-
Notifications
You must be signed in to change notification settings - Fork 122
Description
I had existing code that downloaded clinical data from the TARGET-NBL cohort using the GDCquery_clinic function, downloading the 842 cases that have clinical data. The code is:
GDCquery_clinic(project = "TARGET-NBL", type = "clinical")
Previously, it worked perfectly, but then months later, I ran the exact same script again, and it downloaded a different set of 842 cases, which had overlap with the original set. After days of digging I found the issue:
For some reason, on line 241, there is an if statement with this code that tests if the project is a TCGA project or not:
if f (grepl("TCGA",project)){
And only if this evaluates to TRUE, part of the case filter for the API request URL will include selecting only cases where the field files.data_category is equal to "Clinical" (lines 246-247).

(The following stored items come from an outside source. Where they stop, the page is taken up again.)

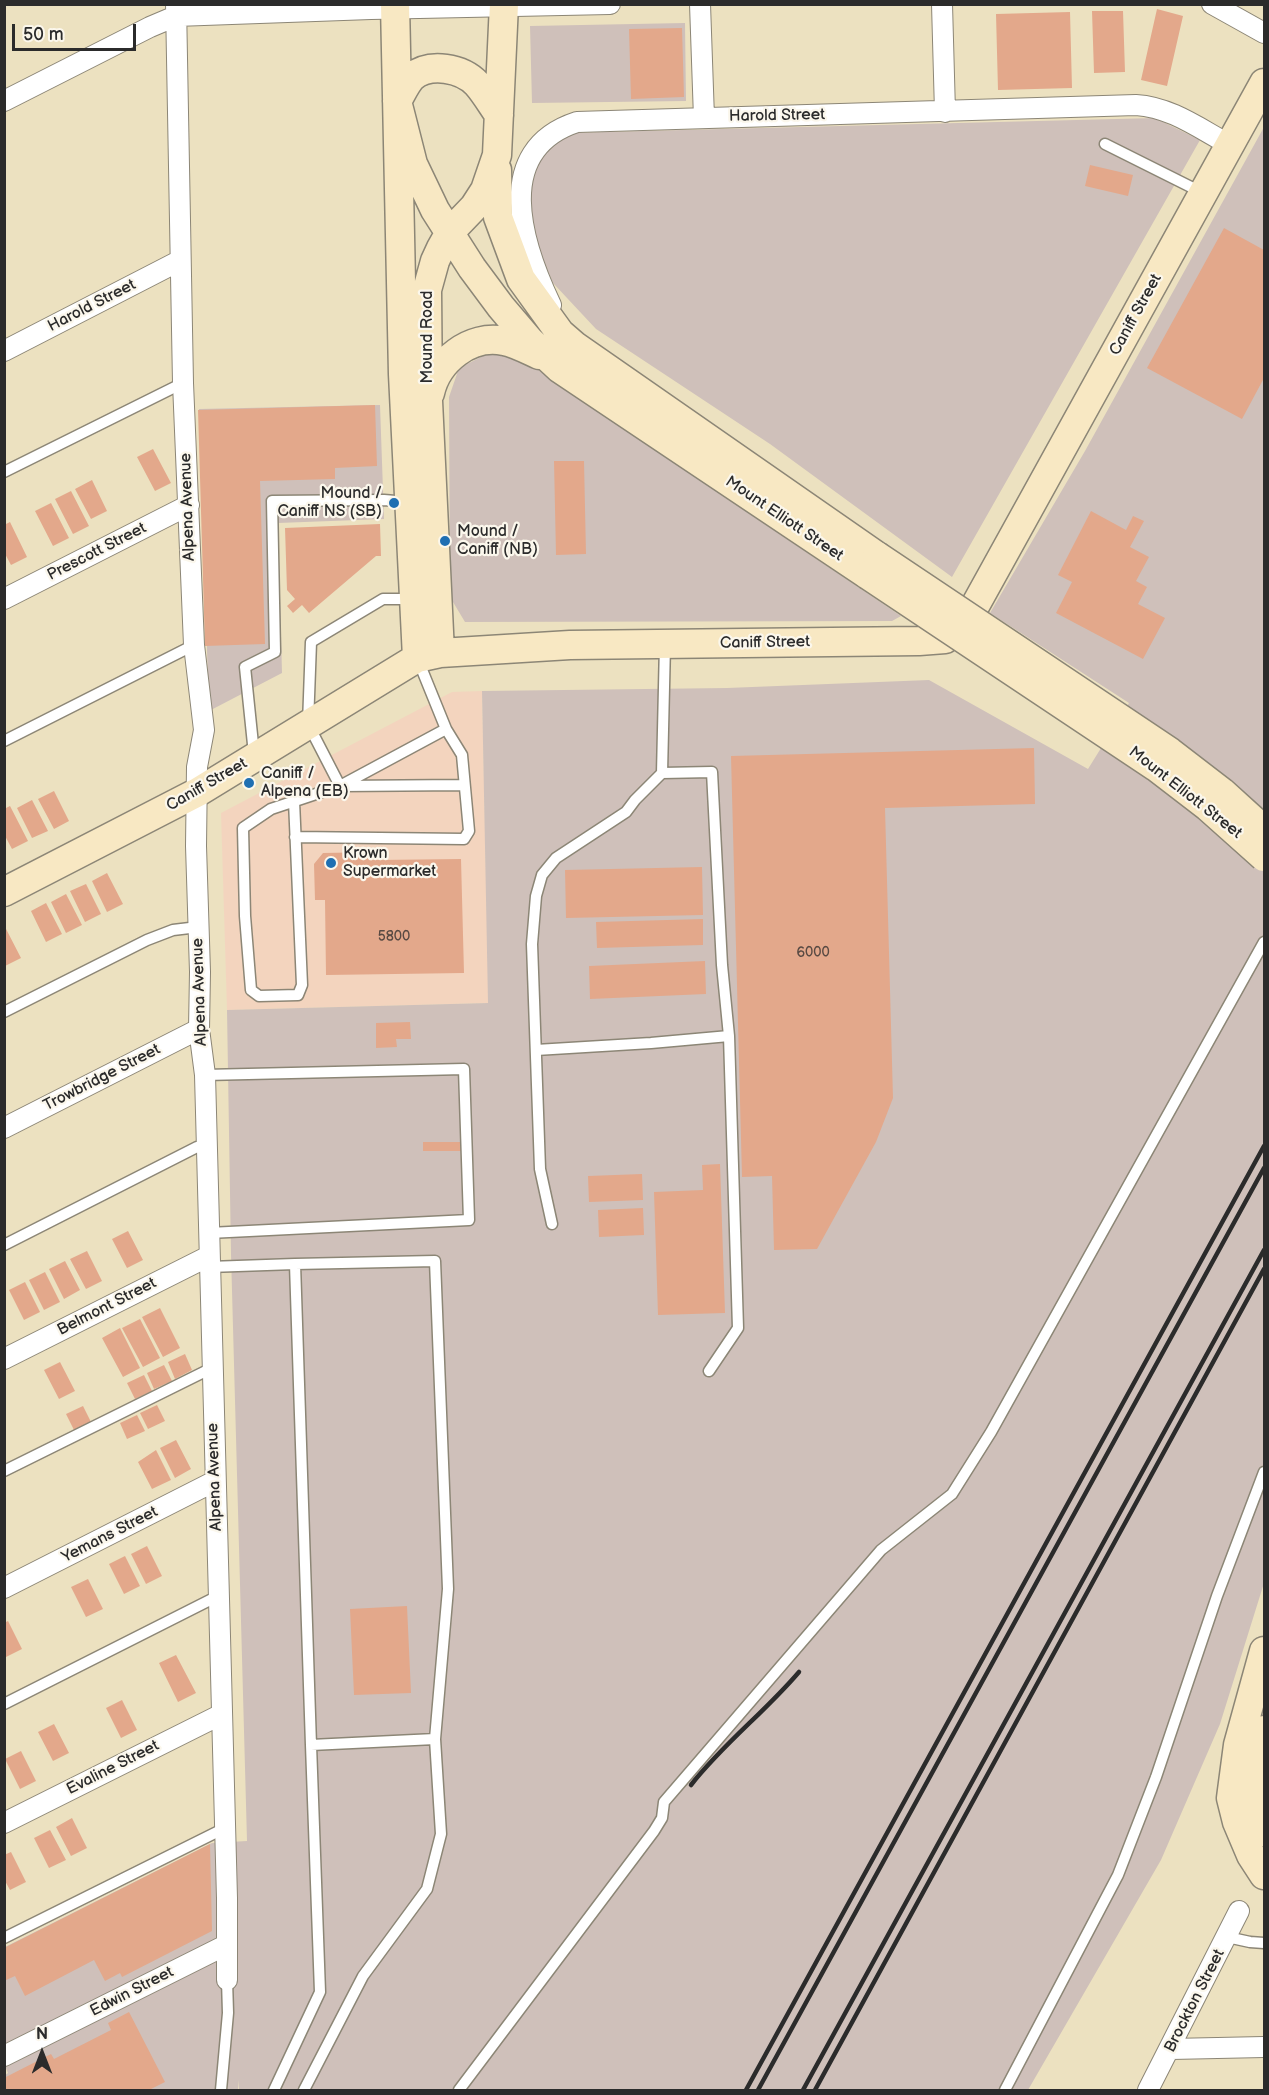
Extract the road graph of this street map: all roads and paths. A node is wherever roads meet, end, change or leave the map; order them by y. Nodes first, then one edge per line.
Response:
1 (610, 4) edge
2 (700, 4) edge
3 (942, 4) edge
4 (1212, 4) edge
5 (504, 6) edge
6 (395, 7) edge
7 (176, 10) edge
8 (1264, 33) edge
9 (1264, 83) edge
10 (4, 101) edge
11 (397, 101) junction
12 (945, 112) junction
13 (499, 115) junction
14 (704, 118) junction
15 (1105, 144) dead end
16 (1230, 146) junction
17 (496, 155) junction
18 (1204, 193) junction
19 (450, 232) junction
20 (179, 261) junction
21 (4, 351) edge
22 (566, 357) junction
23 (183, 383) junction
24 (428, 401) junction
25 (4, 472) edge
26 (409, 502) junction
27 (189, 505) junction
28 (872, 565) junction
29 (4, 599) edge
30 (414, 599) junction
31 (665, 644) junction
32 (194, 645) junction
33 (429, 655) junction
34 (308, 724) junction
35 (446, 729) junction
36 (4, 741) edge
37 (255, 757) junction
38 (662, 774) junction
39 (464, 785) junction
40 (340, 786) junction
41 (198, 792) junction
42 (294, 801) junction
43 (1264, 830) edge
44 (295, 837) junction
45 (1264, 857) edge
46 (4, 892) edge
47 (198, 927) junction
48 (1264, 942) edge
49 (4, 1012) edge
50 (199, 1029) junction
51 (729, 1036) junction
52 (536, 1050) junction
53 (205, 1075) junction
54 (4, 1128) edge
55 (206, 1146) junction
56 (552, 1224) dead end
57 (208, 1233) junction
58 (4, 1245) edge
59 (209, 1261) junction
60 (295, 1264) junction
61 (4, 1359) edge
62 (212, 1368) junction
63 (709, 1371) dead end
64 (4, 1471) edge
65 (1264, 1472) edge
66 (215, 1481) junction
67 (4, 1588) edge
68 (218, 1596) junction
69 (1264, 1651) edge
70 (4, 1704) edge
71 (222, 1714) junction
72 (1264, 1730) edge
73 (435, 1739) junction
74 (311, 1745) junction
75 (4, 1823) edge
76 (225, 1828) junction
77 (1264, 1832) edge
78 (1264, 1875) edge
79 (1239, 1911) dead end
80 (1227, 1937) junction
81 (4, 1938) edge
82 (1264, 1943) edge
83 (226, 1945) junction
84 (227, 1980) joint
85 (1264, 2047) edge
86 (1171, 2049) junction
87 (4, 2056) edge
88 (221, 2091) edge
89 (274, 2091) edge
90 (304, 2091) edge
91 (459, 2091) edge
92 (1005, 2091) edge
93 (1148, 2091) edge

1 - 5 street
2 - 14 street
3 - 12 street
4 - 8 street
5 - 6 street
5 - 13 street, Mound Road
6 - 7 street
6 - 11 street, Mound Road
7 - 10 street
7 - 20 street, Alpena Avenue
9 - 16 street, Caniff Street
11 - 13 street
11 - 19 street, Mount Elliott Street
11 - 26 street, Mound Road
12 - 14 street, Harold Street
12 - 16 street, Harold Street
13 - 17 street, Mound Road
14 - 22 street, Harold Street
15 - 18 lane
16 - 18 street, Caniff Street
17 - 19 street, Mound Road
17 - 22 street, Mount Elliott Street
18 - 31 street, Caniff Street
19 - 22 street, Mount Elliott Street
19 - 24 street, Mound Road
20 - 21 street, Harold Street
20 - 23 street, Alpena Avenue
22 - 24 street
22 - 28 street, Mount Elliott Street
23 - 25 lane
23 - 27 street, Alpena Avenue
24 - 33 street, Mound Road
26 - 30 street, Mound Road
26 - 37 lane
27 - 29 street, Prescott Street
27 - 32 street, Alpena Avenue
28 - 43 street, Mount Elliott Street, bridge
28 - 45 street, Mount Elliott Street, bridge
30 - 33 street, Mound Road
30 - 34 lane
31 - 33 street, Caniff Street
31 - 38 lane
32 - 36 lane
32 - 41 street, Alpena Avenue
33 - 34 street, Caniff Street
33 - 35 lane
34 - 37 street, Caniff Street
34 - 40 lane
35 - 39 lane
35 - 40 lane
37 - 41 street, Caniff Street
38 - 51 lane
38 - 52 lane
39 - 40 lane
39 - 44 lane
40 - 42 lane
41 - 46 street, Caniff Street
41 - 47 street, Alpena Avenue
42 - 44 lane
42 - 44 lane
47 - 49 lane
47 - 50 street, Alpena Avenue
48 - 91 lane
50 - 53 street, Alpena Avenue
50 - 54 street, Trowbridge Street
51 - 52 lane
51 - 63 lane
52 - 56 lane
53 - 55 street, Alpena Avenue
53 - 57 lane
55 - 57 street, Alpena Avenue
55 - 58 lane
57 - 59 street, Alpena Avenue
59 - 60 lane
59 - 61 street, Belmont Street
59 - 62 street, Alpena Avenue
60 - 73 lane
60 - 74 lane
62 - 64 lane
62 - 66 street, Alpena Avenue
65 - 92 lane
66 - 67 street, Yemans Street
66 - 68 street, Alpena Avenue
68 - 70 lane
68 - 71 street, Alpena Avenue
69 - 78 street
71 - 75 street, Evaline Street
71 - 76 street, Alpena Avenue
72 - 77 street
73 - 74 lane
73 - 90 lane
74 - 89 lane
76 - 81 lane
76 - 83 street, Alpena Avenue
79 - 80 street, Brockton Street
80 - 82 lane
80 - 86 street, Brockton Street
83 - 84 street, Alpena Avenue
83 - 87 street, Edwin Street
84 - 88 lane
85 - 86 street
86 - 93 street, Brockton Street

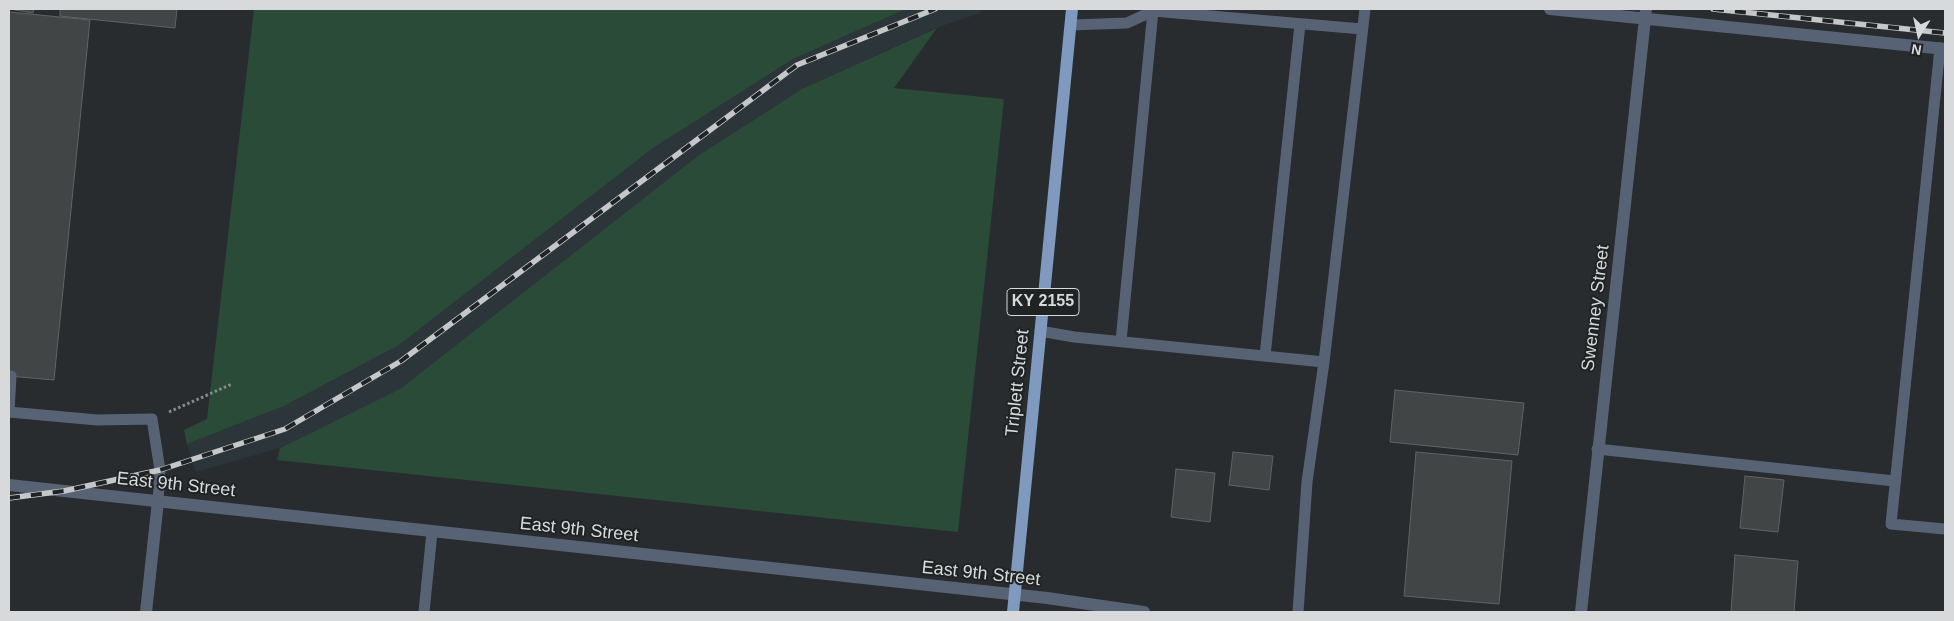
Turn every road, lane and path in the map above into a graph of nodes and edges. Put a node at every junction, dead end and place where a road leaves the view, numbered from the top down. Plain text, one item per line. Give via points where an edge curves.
1 (1072, 9) edge
2 (1364, 9) edge
3 (1550, 9) edge
4 (1153, 11) junction
5 (1235, 13) edge
6 (1646, 14) edge
7 (1300, 24) junction
8 (1071, 25) junction
9 (1362, 29) junction
10 (1942, 48) edge
11 (1040, 331) junction
12 (1121, 341) junction
13 (1265, 356) junction
14 (1324, 362) junction
15 (11, 376) dead end
16 (232, 384) dead end
17 (9, 412) edge
18 (152, 419) junction
19 (1597, 449) junction
20 (1894, 481) junction
21 (9, 485) edge
22 (158, 501) junction
23 (1945, 529) edge
24 (432, 532) junction
25 (1014, 595) junction
26 (146, 612) edge
27 (424, 612) edge
28 (1013, 612) edge
29 (1144, 612) edge
30 (1298, 612) edge
31 (1581, 612) edge

1 - 8 main road, Triplett Street / KY 2155
2 - 9 lane
3 - 6 street
4 - 5 lane
4 - 8 lane via 1127,23
4 - 12 lane
5 - 7 lane
6 - 10 street
6 - 19 street, Swenney Street
7 - 9 lane
7 - 13 lane
8 - 11 main road, Triplett Street / KY 2155
9 - 14 lane
10 - 20 lane
11 - 12 lane
11 - 25 main road, Triplett Street / KY 2155
12 - 13 lane
13 - 14 lane
14 - 30 lane via 1307,482
15 - 17 lane
16 - 18 path
17 - 18 lane via 97,420
18 - 22 lane via 160,470
19 - 20 lane
19 - 31 street, Swenney Street
20 - 23 lane via 1891,524
21 - 22 street, East 9th Street
22 - 24 street, East 9th Street
22 - 26 street
24 - 25 street, East 9th Street
24 - 27 lane
25 - 28 main road, Triplett Street / KY 2155
25 - 29 street, East 9th Street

However, my project was TARGET-NBL, so the else block will instead execute, which leaves out this case filter in the API request URL. Without this filter, there are over 1100 cases to choose from (looking at all cases, whether or not they have "Clinical" data).
Importantly, though, on line 233, we set up the "size" (case count) filter, which will set size=842 in the API request URL. Therefore, when we call the function on TARGET-NBL, it still specifies that we must retrieve only 842 cases, so it just arbitrarily selects 842 of the 1100 cases. This is why the code downloaded an oddly different set of 842 cases the second time.
The patch I used was just to get rid of the if statement on line 241 and execute the code in the if-true block always. I'm not sure if there was ever a rationale for this if-else code block, but at least for TARGET projects, we need to execute the if-true block that adds the "files.data_category" case filter.